(Input data):

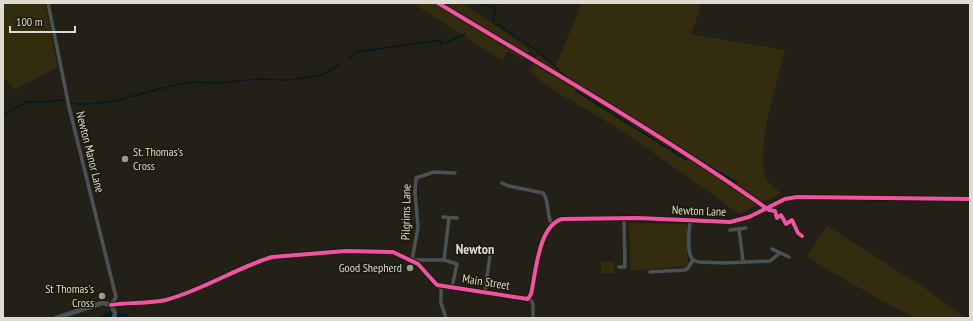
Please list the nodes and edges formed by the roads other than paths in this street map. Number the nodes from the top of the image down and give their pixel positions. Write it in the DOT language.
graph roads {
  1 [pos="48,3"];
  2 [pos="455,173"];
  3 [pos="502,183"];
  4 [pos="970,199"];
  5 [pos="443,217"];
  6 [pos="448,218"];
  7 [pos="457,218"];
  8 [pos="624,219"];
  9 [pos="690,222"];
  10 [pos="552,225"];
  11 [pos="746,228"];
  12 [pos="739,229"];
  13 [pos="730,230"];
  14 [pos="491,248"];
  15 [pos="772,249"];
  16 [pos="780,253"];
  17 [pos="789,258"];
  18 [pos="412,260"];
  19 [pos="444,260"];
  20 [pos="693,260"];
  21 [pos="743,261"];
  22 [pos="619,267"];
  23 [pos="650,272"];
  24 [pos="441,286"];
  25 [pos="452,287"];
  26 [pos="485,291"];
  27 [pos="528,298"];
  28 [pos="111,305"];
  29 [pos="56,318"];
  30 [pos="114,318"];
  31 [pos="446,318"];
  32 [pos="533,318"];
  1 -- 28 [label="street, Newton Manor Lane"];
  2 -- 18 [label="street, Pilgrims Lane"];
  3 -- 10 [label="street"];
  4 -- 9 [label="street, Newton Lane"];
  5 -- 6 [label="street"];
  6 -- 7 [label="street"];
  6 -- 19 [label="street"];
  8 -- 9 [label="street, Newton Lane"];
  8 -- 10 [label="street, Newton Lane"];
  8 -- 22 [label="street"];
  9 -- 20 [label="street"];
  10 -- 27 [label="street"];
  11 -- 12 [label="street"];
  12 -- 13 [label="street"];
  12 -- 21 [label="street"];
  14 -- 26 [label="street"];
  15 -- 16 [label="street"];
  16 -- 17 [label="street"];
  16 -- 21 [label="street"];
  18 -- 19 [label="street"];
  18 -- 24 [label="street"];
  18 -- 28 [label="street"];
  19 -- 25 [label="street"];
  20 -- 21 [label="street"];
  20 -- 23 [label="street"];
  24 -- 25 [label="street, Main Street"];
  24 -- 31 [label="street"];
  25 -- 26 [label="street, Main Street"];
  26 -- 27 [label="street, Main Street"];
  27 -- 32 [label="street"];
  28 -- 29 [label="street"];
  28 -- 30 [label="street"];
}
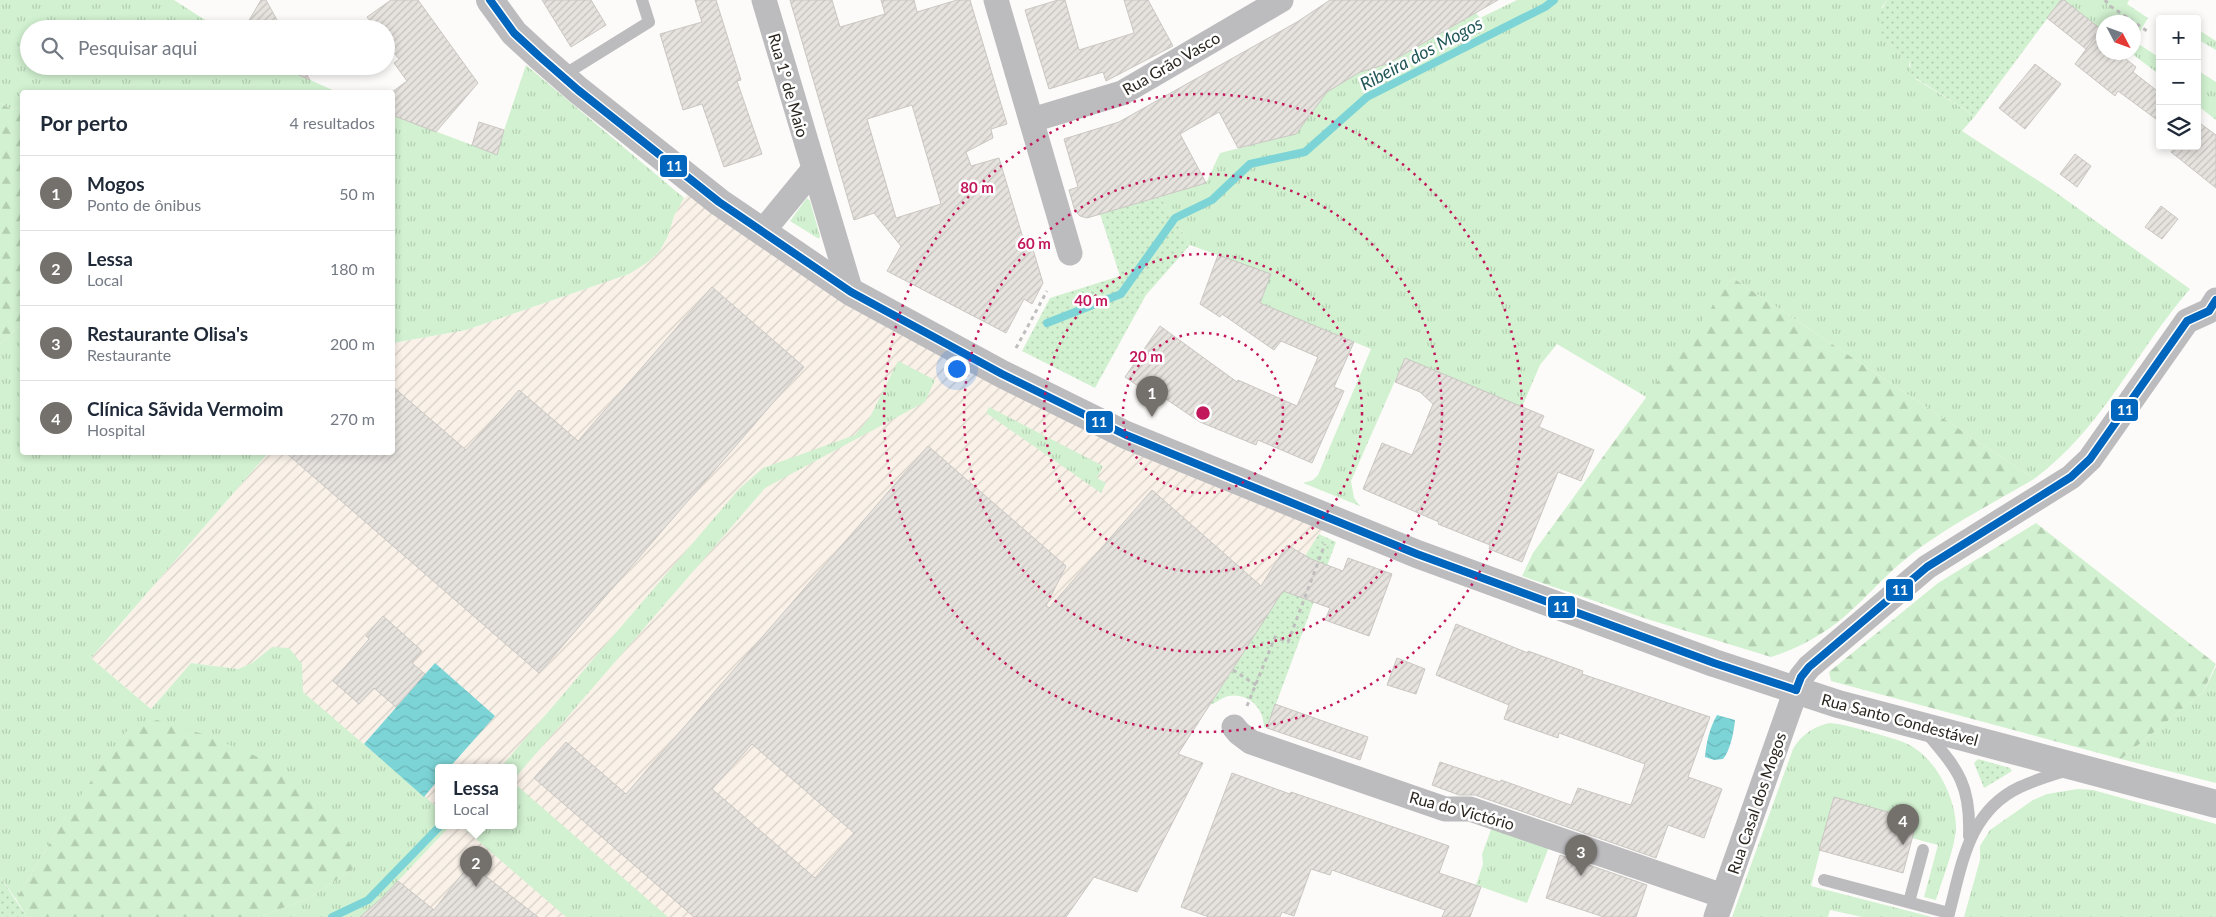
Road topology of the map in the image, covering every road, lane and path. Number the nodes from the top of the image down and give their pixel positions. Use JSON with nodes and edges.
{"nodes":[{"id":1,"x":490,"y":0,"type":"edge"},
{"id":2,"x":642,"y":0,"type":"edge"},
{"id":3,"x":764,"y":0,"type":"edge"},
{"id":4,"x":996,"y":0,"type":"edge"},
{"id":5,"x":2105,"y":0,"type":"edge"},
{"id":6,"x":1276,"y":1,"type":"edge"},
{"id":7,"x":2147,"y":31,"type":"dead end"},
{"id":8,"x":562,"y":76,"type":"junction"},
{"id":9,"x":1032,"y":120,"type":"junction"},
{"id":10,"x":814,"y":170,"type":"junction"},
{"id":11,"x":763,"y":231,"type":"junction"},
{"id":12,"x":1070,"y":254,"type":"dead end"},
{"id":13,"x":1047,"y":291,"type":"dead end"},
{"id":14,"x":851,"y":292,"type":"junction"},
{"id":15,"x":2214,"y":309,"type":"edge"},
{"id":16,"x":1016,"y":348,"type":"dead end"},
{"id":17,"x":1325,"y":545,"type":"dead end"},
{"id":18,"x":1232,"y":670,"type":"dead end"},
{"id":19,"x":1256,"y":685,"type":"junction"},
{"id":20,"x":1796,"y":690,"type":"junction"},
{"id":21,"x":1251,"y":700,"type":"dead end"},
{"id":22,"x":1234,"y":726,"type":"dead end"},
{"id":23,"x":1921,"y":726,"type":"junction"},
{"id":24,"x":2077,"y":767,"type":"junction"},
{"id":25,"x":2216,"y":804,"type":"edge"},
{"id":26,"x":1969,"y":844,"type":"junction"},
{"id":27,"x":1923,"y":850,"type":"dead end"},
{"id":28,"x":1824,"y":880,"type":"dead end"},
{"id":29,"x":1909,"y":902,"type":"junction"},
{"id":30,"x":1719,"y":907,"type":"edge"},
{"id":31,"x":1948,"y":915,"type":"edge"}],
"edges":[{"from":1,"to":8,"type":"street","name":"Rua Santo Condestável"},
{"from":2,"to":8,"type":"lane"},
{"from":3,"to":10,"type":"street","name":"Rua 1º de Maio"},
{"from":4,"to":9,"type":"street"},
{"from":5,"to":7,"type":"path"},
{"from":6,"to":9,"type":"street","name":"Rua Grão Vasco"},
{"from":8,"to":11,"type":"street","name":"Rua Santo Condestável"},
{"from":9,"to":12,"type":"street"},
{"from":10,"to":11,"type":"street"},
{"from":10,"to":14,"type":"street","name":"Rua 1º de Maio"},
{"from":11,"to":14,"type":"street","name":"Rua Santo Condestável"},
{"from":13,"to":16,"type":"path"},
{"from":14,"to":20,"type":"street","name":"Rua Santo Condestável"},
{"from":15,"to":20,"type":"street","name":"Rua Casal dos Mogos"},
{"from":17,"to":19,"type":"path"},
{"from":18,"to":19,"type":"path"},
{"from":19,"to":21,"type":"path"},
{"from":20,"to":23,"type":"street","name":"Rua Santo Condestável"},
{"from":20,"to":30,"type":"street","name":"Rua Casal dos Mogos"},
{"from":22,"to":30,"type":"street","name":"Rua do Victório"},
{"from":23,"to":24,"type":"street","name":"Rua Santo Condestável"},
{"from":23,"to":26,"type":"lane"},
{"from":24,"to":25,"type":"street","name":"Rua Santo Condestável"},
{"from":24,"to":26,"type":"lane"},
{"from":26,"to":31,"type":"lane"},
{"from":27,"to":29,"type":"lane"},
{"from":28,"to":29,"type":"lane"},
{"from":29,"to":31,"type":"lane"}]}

==

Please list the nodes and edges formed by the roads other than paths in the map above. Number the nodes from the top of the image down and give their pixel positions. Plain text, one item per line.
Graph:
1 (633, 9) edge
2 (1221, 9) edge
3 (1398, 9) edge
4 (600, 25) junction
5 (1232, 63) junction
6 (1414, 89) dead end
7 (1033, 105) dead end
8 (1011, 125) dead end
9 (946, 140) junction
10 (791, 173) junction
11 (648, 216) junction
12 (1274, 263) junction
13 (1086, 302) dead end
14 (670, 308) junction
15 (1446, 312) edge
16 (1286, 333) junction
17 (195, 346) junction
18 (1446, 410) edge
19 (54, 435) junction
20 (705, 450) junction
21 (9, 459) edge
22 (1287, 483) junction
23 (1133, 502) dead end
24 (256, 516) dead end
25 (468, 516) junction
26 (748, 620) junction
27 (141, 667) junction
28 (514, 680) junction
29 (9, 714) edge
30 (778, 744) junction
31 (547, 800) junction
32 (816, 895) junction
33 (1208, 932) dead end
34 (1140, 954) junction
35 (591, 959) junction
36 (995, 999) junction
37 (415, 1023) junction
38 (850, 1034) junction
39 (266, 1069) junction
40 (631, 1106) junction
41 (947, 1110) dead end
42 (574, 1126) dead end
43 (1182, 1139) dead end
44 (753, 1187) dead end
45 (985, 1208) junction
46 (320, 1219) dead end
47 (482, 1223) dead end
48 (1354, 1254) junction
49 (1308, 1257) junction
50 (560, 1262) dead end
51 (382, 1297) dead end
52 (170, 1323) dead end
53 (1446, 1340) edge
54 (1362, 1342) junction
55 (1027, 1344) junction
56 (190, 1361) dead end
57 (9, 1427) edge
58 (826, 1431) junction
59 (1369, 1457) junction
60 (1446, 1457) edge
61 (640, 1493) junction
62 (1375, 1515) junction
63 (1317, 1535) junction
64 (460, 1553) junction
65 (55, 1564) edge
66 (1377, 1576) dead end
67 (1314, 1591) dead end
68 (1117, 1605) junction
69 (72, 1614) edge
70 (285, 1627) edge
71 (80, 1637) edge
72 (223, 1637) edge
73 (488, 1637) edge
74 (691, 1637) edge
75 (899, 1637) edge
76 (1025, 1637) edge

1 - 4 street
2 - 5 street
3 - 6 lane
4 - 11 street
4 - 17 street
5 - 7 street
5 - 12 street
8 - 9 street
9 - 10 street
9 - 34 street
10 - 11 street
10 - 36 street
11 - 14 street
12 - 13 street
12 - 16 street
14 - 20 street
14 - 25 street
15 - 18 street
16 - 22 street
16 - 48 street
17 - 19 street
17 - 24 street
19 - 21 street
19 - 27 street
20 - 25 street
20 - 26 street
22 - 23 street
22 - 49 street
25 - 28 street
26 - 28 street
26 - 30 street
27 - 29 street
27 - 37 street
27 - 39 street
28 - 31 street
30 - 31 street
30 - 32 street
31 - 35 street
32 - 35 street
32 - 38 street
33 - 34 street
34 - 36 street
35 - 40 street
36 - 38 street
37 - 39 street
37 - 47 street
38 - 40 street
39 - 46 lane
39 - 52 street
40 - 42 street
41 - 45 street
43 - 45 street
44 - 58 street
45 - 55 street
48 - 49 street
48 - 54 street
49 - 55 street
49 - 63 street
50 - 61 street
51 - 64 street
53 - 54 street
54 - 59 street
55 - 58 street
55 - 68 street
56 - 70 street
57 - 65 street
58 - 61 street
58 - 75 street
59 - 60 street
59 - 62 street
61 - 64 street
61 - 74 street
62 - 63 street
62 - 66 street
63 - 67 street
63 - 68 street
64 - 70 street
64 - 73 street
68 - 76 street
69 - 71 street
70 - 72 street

(Exercise requirements): Search the material above for "formed". Copy each line that has it.

(Reply to the task):
Please list the nodes and edges formed by the roads other than paths in this street map. Number the nodes from the top of the image down and give their pixel positions. Write it in the DOT language.
Please list the nodes and edges formed by the roads other than paths in the map above. Number the nodes from the top of the image down and give their pixel positions. Plain text, one item per line.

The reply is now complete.